Archimedes and mass removal

By Guarin, in KeyForge

Hi,

What happans when i have Archimedes and plenty of other creatures on table and opponent use card like Coward's End.

Quote

Each of Archimedes neighbours gains' "Destroyed: Archive this crearute"

Quote

Destroy each undamaged creature. Gain 3 chains.

What is the order of events? Each of creature (except Archimedes) land in archive? 

My understanding is that Archimedes is destroyed at the same time as all the other creatures. Therefore his ability does not trigger. For me the situation is similar to Tolas and something like Gateway to Dis - and here it was ruled that no amber is gained for destroying creatures because Tolas is destroyed simultaneously with all other creatures.

I'm pretty sure that since the neighbors "gain" the destroyed keyword, rather than Archimedes saying something like "if a neighbor of this card is destroyed..." then those 2 neighbor cards have that keyword and thus are archived. However, since all the cards are destroyed simultaneously none of the other cards have a chance to gain that keyword, so it only affects those 2.

Ha! Did someone make a new account to rabble rouse?

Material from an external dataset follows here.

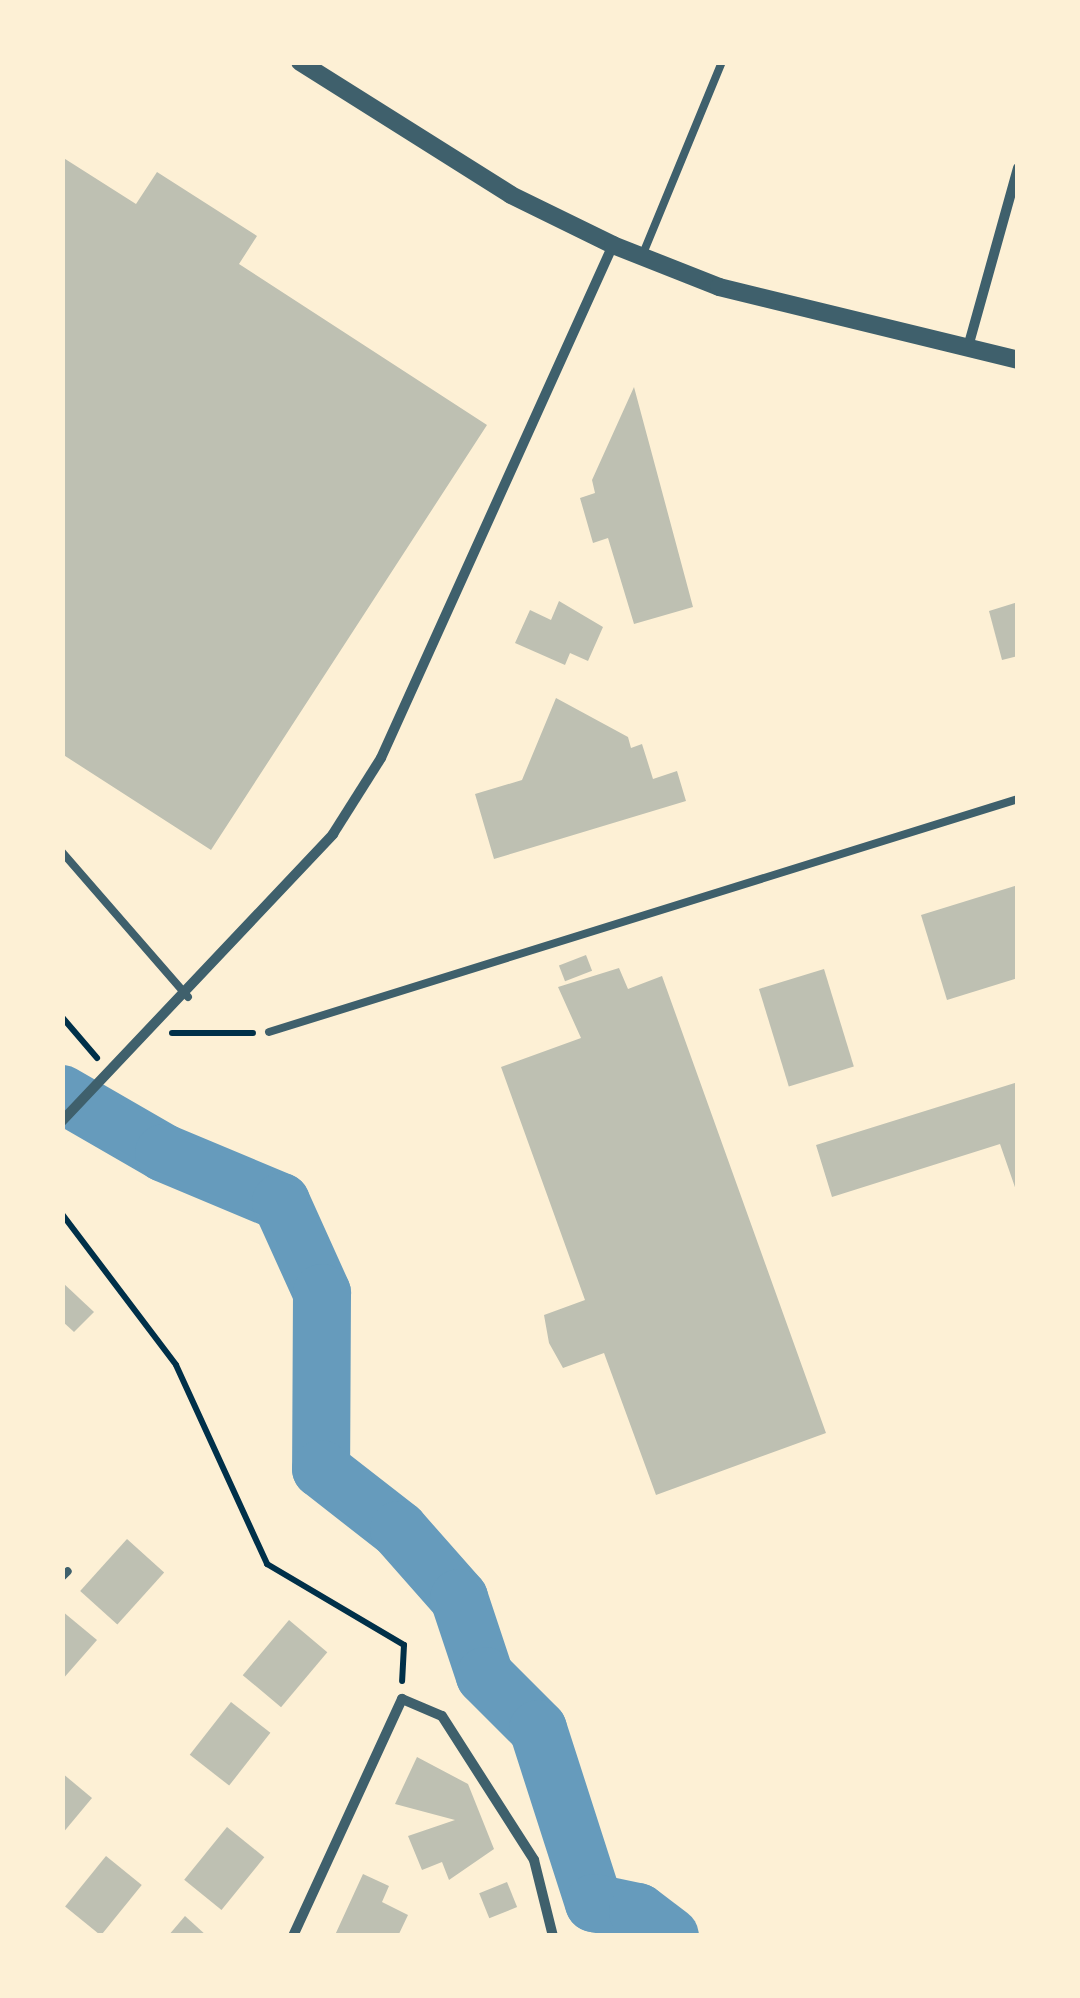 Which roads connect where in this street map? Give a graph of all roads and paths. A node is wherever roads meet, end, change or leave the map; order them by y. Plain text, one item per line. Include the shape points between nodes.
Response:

I'll catch everyone up:

The ruling should be that if Archimedes is being destroyed at the same time as every other creature he is no longer giving his neighbors a destroyed ability. That is consistent and also in-line with the rules mentioning constant abilities on page 7.

I will say that you could make the case that the two neighbors should be archived and I would be ok with that. That's fine. Here's where it gets fun:

The word going around is that at the Origins Vault Tour a judge made the ruling that every creature in the battle line with Archimedes got archived. Further supplementing the rumor is another rumor that Brad Andres is in a secret Facebook group with the judges and it was discussed and he agrees with this ruling for some reason. Bear in mind at this point this is just a rumor and there may not be any truth to it, no one knows at this point.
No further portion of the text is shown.